* ABOUT THIS TASK:
Top to bottom, give the entries again exactly as written.

* DATASET RECORDS:

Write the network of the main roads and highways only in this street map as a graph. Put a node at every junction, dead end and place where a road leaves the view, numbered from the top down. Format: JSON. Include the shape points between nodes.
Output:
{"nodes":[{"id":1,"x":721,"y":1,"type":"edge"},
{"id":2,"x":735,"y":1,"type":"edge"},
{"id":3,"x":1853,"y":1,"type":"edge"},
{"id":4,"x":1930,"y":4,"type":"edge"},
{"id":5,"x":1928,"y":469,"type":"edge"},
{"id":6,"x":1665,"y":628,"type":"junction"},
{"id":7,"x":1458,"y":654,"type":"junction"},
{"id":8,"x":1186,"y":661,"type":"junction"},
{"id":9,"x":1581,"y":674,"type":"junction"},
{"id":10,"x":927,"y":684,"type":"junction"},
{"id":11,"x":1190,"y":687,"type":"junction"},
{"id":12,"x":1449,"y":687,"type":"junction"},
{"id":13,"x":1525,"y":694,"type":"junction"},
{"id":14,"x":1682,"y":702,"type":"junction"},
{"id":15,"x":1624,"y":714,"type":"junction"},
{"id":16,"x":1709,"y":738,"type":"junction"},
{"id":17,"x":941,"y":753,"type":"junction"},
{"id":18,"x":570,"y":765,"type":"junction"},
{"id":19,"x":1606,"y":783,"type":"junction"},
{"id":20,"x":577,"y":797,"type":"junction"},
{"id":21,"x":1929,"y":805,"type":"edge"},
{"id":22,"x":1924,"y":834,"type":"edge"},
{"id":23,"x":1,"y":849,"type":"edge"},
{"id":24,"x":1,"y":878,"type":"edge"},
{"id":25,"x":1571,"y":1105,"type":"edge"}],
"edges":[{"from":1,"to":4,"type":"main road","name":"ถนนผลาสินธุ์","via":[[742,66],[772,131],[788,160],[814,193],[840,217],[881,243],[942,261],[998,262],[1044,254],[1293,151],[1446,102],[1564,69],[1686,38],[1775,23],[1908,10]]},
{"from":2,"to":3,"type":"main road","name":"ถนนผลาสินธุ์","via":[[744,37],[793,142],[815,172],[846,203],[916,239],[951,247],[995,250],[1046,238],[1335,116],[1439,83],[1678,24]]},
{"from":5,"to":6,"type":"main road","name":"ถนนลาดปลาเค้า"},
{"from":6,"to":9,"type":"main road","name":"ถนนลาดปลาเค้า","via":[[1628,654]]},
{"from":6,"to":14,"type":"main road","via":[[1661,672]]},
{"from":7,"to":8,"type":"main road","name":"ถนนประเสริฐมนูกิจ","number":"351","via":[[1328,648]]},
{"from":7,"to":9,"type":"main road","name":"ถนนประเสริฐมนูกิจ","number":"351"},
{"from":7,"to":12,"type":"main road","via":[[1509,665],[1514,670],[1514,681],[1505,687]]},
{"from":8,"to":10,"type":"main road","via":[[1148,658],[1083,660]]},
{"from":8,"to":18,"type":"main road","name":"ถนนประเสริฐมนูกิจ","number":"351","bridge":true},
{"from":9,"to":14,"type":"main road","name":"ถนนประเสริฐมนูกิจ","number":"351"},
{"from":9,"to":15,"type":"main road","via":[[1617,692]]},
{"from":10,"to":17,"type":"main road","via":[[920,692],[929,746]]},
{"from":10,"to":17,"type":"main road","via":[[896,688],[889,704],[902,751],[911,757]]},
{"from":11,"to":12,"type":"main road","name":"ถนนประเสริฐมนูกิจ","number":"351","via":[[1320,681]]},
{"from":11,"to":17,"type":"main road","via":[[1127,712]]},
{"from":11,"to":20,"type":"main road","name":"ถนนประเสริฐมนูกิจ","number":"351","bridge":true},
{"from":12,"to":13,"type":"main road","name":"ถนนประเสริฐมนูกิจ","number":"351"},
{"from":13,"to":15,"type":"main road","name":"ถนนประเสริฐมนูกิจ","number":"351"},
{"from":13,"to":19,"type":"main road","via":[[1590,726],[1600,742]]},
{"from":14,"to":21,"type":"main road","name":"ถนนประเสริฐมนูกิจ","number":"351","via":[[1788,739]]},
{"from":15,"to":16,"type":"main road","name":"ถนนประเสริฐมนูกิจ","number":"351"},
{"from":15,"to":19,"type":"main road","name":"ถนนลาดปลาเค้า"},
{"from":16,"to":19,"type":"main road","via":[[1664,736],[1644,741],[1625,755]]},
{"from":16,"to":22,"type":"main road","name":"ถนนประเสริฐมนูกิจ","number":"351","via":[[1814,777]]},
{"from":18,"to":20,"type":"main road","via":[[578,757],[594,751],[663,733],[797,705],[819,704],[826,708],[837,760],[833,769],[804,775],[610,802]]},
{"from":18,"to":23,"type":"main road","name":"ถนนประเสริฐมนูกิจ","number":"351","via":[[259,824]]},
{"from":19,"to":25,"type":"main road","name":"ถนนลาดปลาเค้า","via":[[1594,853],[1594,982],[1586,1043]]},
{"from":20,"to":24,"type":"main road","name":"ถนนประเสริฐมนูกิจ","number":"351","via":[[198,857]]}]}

* WORKED SOLUTION:
Write the network of the main roads and highways only in this street map as a graph. Put a node at every junction, dead end and place where a road leaves the view, numbered from the top down. Format: JSON. Include the shape points between nodes.
Output:
{"nodes":[{"id":1,"x":721,"y":1,"type":"edge"},
{"id":2,"x":735,"y":1,"type":"edge"},
{"id":3,"x":1853,"y":1,"type":"edge"},
{"id":4,"x":1930,"y":4,"type":"edge"},
{"id":5,"x":1928,"y":469,"type":"edge"},
{"id":6,"x":1665,"y":628,"type":"junction"},
{"id":7,"x":1458,"y":654,"type":"junction"},
{"id":8,"x":1186,"y":661,"type":"junction"},
{"id":9,"x":1581,"y":674,"type":"junction"},
{"id":10,"x":927,"y":684,"type":"junction"},
{"id":11,"x":1190,"y":687,"type":"junction"},
{"id":12,"x":1449,"y":687,"type":"junction"},
{"id":13,"x":1525,"y":694,"type":"junction"},
{"id":14,"x":1682,"y":702,"type":"junction"},
{"id":15,"x":1624,"y":714,"type":"junction"},
{"id":16,"x":1709,"y":738,"type":"junction"},
{"id":17,"x":941,"y":753,"type":"junction"},
{"id":18,"x":570,"y":765,"type":"junction"},
{"id":19,"x":1606,"y":783,"type":"junction"},
{"id":20,"x":577,"y":797,"type":"junction"},
{"id":21,"x":1929,"y":805,"type":"edge"},
{"id":22,"x":1924,"y":834,"type":"edge"},
{"id":23,"x":1,"y":849,"type":"edge"},
{"id":24,"x":1,"y":878,"type":"edge"},
{"id":25,"x":1571,"y":1105,"type":"edge"}],
"edges":[{"from":1,"to":4,"type":"main road","name":"ถนนผลาสินธุ์","via":[[742,66],[772,131],[788,160],[814,193],[840,217],[881,243],[942,261],[998,262],[1044,254],[1293,151],[1446,102],[1564,69],[1686,38],[1775,23],[1908,10]]},
{"from":2,"to":3,"type":"main road","name":"ถนนผลาสินธุ์","via":[[744,37],[793,142],[815,172],[846,203],[916,239],[951,247],[995,250],[1046,238],[1335,116],[1439,83],[1678,24]]},
{"from":5,"to":6,"type":"main road","name":"ถนนลาดปลาเค้า"},
{"from":6,"to":9,"type":"main road","name":"ถนนลาดปลาเค้า","via":[[1628,654]]},
{"from":6,"to":14,"type":"main road","via":[[1661,672]]},
{"from":7,"to":8,"type":"main road","name":"ถนนประเสริฐมนูกิจ","number":"351","via":[[1328,648]]},
{"from":7,"to":9,"type":"main road","name":"ถนนประเสริฐมนูกิจ","number":"351"},
{"from":7,"to":12,"type":"main road","via":[[1509,665],[1514,670],[1514,681],[1505,687]]},
{"from":8,"to":10,"type":"main road","via":[[1148,658],[1083,660]]},
{"from":8,"to":18,"type":"main road","name":"ถนนประเสริฐมนูกิจ","number":"351","bridge":true},
{"from":9,"to":14,"type":"main road","name":"ถนนประเสริฐมนูกิจ","number":"351"},
{"from":9,"to":15,"type":"main road","via":[[1617,692]]},
{"from":10,"to":17,"type":"main road","via":[[920,692],[929,746]]},
{"from":10,"to":17,"type":"main road","via":[[896,688],[889,704],[902,751],[911,757]]},
{"from":11,"to":12,"type":"main road","name":"ถนนประเสริฐมนูกิจ","number":"351","via":[[1320,681]]},
{"from":11,"to":17,"type":"main road","via":[[1127,712]]},
{"from":11,"to":20,"type":"main road","name":"ถนนประเสริฐมนูกิจ","number":"351","bridge":true},
{"from":12,"to":13,"type":"main road","name":"ถนนประเสริฐมนูกิจ","number":"351"},
{"from":13,"to":15,"type":"main road","name":"ถนนประเสริฐมนูกิจ","number":"351"},
{"from":13,"to":19,"type":"main road","via":[[1590,726],[1600,742]]},
{"from":14,"to":21,"type":"main road","name":"ถนนประเสริฐมนูกิจ","number":"351","via":[[1788,739]]},
{"from":15,"to":16,"type":"main road","name":"ถนนประเสริฐมนูกิจ","number":"351"},
{"from":15,"to":19,"type":"main road","name":"ถนนลาดปลาเค้า"},
{"from":16,"to":19,"type":"main road","via":[[1664,736],[1644,741],[1625,755]]},
{"from":16,"to":22,"type":"main road","name":"ถนนประเสริฐมนูกิจ","number":"351","via":[[1814,777]]},
{"from":18,"to":20,"type":"main road","via":[[578,757],[594,751],[663,733],[797,705],[819,704],[826,708],[837,760],[833,769],[804,775],[610,802]]},
{"from":18,"to":23,"type":"main road","name":"ถนนประเสริฐมนูกิจ","number":"351","via":[[259,824]]},
{"from":19,"to":25,"type":"main road","name":"ถนนลาดปลาเค้า","via":[[1594,853],[1594,982],[1586,1043]]},
{"from":20,"to":24,"type":"main road","name":"ถนนประเสริฐมนูกิจ","number":"351","via":[[198,857]]}]}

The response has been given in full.